• [WHAT THE TASK REQUIRES] Down to the last line, the material below should be reproduced exactly.

=== Begin Enclosure ===

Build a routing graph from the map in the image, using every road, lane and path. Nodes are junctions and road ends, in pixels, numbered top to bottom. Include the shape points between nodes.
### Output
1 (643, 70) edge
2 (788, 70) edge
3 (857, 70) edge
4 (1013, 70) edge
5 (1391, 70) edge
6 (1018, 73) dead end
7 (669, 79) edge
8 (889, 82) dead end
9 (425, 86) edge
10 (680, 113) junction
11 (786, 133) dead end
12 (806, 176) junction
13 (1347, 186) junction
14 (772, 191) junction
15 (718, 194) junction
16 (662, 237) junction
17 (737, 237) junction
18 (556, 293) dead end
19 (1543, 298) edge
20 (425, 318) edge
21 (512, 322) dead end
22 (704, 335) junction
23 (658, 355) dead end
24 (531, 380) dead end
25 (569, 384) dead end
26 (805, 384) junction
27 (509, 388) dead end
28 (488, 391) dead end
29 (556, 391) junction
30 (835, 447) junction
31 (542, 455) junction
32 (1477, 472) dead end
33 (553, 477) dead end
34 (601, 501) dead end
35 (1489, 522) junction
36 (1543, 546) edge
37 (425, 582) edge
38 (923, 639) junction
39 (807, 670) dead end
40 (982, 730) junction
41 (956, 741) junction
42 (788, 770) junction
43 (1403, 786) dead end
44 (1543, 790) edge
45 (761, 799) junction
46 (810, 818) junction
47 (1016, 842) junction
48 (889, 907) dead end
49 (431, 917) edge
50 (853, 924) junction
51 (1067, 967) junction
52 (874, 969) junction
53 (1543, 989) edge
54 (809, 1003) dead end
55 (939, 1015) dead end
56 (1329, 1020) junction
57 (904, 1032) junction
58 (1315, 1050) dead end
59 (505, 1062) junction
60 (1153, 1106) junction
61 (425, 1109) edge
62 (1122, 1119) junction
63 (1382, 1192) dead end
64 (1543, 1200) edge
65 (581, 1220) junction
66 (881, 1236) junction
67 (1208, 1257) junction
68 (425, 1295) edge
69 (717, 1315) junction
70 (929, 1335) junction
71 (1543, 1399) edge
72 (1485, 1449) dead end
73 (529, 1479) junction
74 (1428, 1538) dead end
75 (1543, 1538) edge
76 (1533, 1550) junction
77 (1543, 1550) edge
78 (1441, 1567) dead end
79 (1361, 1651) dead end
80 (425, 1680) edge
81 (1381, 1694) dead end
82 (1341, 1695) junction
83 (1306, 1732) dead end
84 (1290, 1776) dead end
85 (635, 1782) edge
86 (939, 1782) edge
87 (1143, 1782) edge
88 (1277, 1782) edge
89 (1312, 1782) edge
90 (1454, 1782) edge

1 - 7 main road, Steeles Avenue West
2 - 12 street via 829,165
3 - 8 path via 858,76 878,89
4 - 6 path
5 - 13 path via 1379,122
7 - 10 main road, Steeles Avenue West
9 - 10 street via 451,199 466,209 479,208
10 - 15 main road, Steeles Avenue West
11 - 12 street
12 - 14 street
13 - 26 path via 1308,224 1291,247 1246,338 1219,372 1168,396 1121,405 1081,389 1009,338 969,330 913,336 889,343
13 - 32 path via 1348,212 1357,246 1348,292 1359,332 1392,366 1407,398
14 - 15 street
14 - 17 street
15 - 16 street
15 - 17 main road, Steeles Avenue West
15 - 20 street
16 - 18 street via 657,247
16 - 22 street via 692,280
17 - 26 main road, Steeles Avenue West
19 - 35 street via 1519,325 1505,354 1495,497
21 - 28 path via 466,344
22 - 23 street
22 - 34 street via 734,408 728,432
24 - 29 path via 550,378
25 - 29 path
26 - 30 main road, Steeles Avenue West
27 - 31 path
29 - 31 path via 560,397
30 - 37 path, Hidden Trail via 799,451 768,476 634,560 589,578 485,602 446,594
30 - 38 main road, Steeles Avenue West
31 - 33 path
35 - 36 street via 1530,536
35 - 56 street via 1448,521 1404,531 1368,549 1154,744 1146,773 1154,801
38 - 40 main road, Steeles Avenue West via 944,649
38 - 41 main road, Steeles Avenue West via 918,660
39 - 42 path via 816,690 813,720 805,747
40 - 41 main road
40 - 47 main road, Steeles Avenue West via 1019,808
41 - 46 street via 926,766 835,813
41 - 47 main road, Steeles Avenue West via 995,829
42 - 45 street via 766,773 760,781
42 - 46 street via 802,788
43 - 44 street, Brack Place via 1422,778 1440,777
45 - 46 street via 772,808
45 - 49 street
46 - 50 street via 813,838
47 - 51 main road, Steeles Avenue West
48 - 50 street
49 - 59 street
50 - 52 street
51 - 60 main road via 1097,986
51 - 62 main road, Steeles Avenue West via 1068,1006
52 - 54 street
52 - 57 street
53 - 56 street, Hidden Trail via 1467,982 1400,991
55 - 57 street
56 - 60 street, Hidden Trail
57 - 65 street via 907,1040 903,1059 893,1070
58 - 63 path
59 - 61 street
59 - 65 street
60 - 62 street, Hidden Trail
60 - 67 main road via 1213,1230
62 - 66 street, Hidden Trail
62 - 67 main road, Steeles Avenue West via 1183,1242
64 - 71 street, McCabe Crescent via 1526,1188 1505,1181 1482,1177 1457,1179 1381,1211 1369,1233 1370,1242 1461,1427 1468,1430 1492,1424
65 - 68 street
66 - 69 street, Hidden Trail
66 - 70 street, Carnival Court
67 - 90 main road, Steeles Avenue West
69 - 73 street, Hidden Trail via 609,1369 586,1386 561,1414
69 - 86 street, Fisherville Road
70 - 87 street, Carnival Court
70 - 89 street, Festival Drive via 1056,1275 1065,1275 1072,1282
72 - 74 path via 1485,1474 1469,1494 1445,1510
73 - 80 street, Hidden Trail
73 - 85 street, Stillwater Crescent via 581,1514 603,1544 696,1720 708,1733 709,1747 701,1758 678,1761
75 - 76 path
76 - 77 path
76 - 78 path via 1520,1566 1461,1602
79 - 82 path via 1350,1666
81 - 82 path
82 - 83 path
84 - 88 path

=== End Enclosure ===

• [WRITTEN REPLY]
Build a routing graph from the map in the image, using every road, lane and path. Nodes are junctions and road ends, in pixels, numbered top to bottom. Include the shape points between nodes.
### Output
1 (643, 70) edge
2 (788, 70) edge
3 (857, 70) edge
4 (1013, 70) edge
5 (1391, 70) edge
6 (1018, 73) dead end
7 (669, 79) edge
8 (889, 82) dead end
9 (425, 86) edge
10 (680, 113) junction
11 (786, 133) dead end
12 (806, 176) junction
13 (1347, 186) junction
14 (772, 191) junction
15 (718, 194) junction
16 (662, 237) junction
17 (737, 237) junction
18 (556, 293) dead end
19 (1543, 298) edge
20 (425, 318) edge
21 (512, 322) dead end
22 (704, 335) junction
23 (658, 355) dead end
24 (531, 380) dead end
25 (569, 384) dead end
26 (805, 384) junction
27 (509, 388) dead end
28 (488, 391) dead end
29 (556, 391) junction
30 (835, 447) junction
31 (542, 455) junction
32 (1477, 472) dead end
33 (553, 477) dead end
34 (601, 501) dead end
35 (1489, 522) junction
36 (1543, 546) edge
37 (425, 582) edge
38 (923, 639) junction
39 (807, 670) dead end
40 (982, 730) junction
41 (956, 741) junction
42 (788, 770) junction
43 (1403, 786) dead end
44 (1543, 790) edge
45 (761, 799) junction
46 (810, 818) junction
47 (1016, 842) junction
48 (889, 907) dead end
49 (431, 917) edge
50 (853, 924) junction
51 (1067, 967) junction
52 (874, 969) junction
53 (1543, 989) edge
54 (809, 1003) dead end
55 (939, 1015) dead end
56 (1329, 1020) junction
57 (904, 1032) junction
58 (1315, 1050) dead end
59 (505, 1062) junction
60 (1153, 1106) junction
61 (425, 1109) edge
62 (1122, 1119) junction
63 (1382, 1192) dead end
64 (1543, 1200) edge
65 (581, 1220) junction
66 (881, 1236) junction
67 (1208, 1257) junction
68 (425, 1295) edge
69 (717, 1315) junction
70 (929, 1335) junction
71 (1543, 1399) edge
72 (1485, 1449) dead end
73 (529, 1479) junction
74 (1428, 1538) dead end
75 (1543, 1538) edge
76 (1533, 1550) junction
77 (1543, 1550) edge
78 (1441, 1567) dead end
79 (1361, 1651) dead end
80 (425, 1680) edge
81 (1381, 1694) dead end
82 (1341, 1695) junction
83 (1306, 1732) dead end
84 (1290, 1776) dead end
85 (635, 1782) edge
86 (939, 1782) edge
87 (1143, 1782) edge
88 (1277, 1782) edge
89 (1312, 1782) edge
90 (1454, 1782) edge

1 - 7 main road, Steeles Avenue West
2 - 12 street via 829,165
3 - 8 path via 858,76 878,89
4 - 6 path
5 - 13 path via 1379,122
7 - 10 main road, Steeles Avenue West
9 - 10 street via 451,199 466,209 479,208
10 - 15 main road, Steeles Avenue West
11 - 12 street
12 - 14 street
13 - 26 path via 1308,224 1291,247 1246,338 1219,372 1168,396 1121,405 1081,389 1009,338 969,330 913,336 889,343
13 - 32 path via 1348,212 1357,246 1348,292 1359,332 1392,366 1407,398
14 - 15 street
14 - 17 street
15 - 16 street
15 - 17 main road, Steeles Avenue West
15 - 20 street
16 - 18 street via 657,247
16 - 22 street via 692,280
17 - 26 main road, Steeles Avenue West
19 - 35 street via 1519,325 1505,354 1495,497
21 - 28 path via 466,344
22 - 23 street
22 - 34 street via 734,408 728,432
24 - 29 path via 550,378
25 - 29 path
26 - 30 main road, Steeles Avenue West
27 - 31 path
29 - 31 path via 560,397
30 - 37 path, Hidden Trail via 799,451 768,476 634,560 589,578 485,602 446,594
30 - 38 main road, Steeles Avenue West
31 - 33 path
35 - 36 street via 1530,536
35 - 56 street via 1448,521 1404,531 1368,549 1154,744 1146,773 1154,801
38 - 40 main road, Steeles Avenue West via 944,649
38 - 41 main road, Steeles Avenue West via 918,660
39 - 42 path via 816,690 813,720 805,747
40 - 41 main road
40 - 47 main road, Steeles Avenue West via 1019,808
41 - 46 street via 926,766 835,813
41 - 47 main road, Steeles Avenue West via 995,829
42 - 45 street via 766,773 760,781
42 - 46 street via 802,788
43 - 44 street, Brack Place via 1422,778 1440,777
45 - 46 street via 772,808
45 - 49 street
46 - 50 street via 813,838
47 - 51 main road, Steeles Avenue West
48 - 50 street
49 - 59 street
50 - 52 street
51 - 60 main road via 1097,986
51 - 62 main road, Steeles Avenue West via 1068,1006
52 - 54 street
52 - 57 street
53 - 56 street, Hidden Trail via 1467,982 1400,991
55 - 57 street
56 - 60 street, Hidden Trail
57 - 65 street via 907,1040 903,1059 893,1070
58 - 63 path
59 - 61 street
59 - 65 street
60 - 62 street, Hidden Trail
60 - 67 main road via 1213,1230
62 - 66 street, Hidden Trail
62 - 67 main road, Steeles Avenue West via 1183,1242
64 - 71 street, McCabe Crescent via 1526,1188 1505,1181 1482,1177 1457,1179 1381,1211 1369,1233 1370,1242 1461,1427 1468,1430 1492,1424
65 - 68 street
66 - 69 street, Hidden Trail
66 - 70 street, Carnival Court
67 - 90 main road, Steeles Avenue West
69 - 73 street, Hidden Trail via 609,1369 586,1386 561,1414
69 - 86 street, Fisherville Road
70 - 87 street, Carnival Court
70 - 89 street, Festival Drive via 1056,1275 1065,1275 1072,1282
72 - 74 path via 1485,1474 1469,1494 1445,1510
73 - 80 street, Hidden Trail
73 - 85 street, Stillwater Crescent via 581,1514 603,1544 696,1720 708,1733 709,1747 701,1758 678,1761
75 - 76 path
76 - 77 path
76 - 78 path via 1520,1566 1461,1602
79 - 82 path via 1350,1666
81 - 82 path
82 - 83 path
84 - 88 path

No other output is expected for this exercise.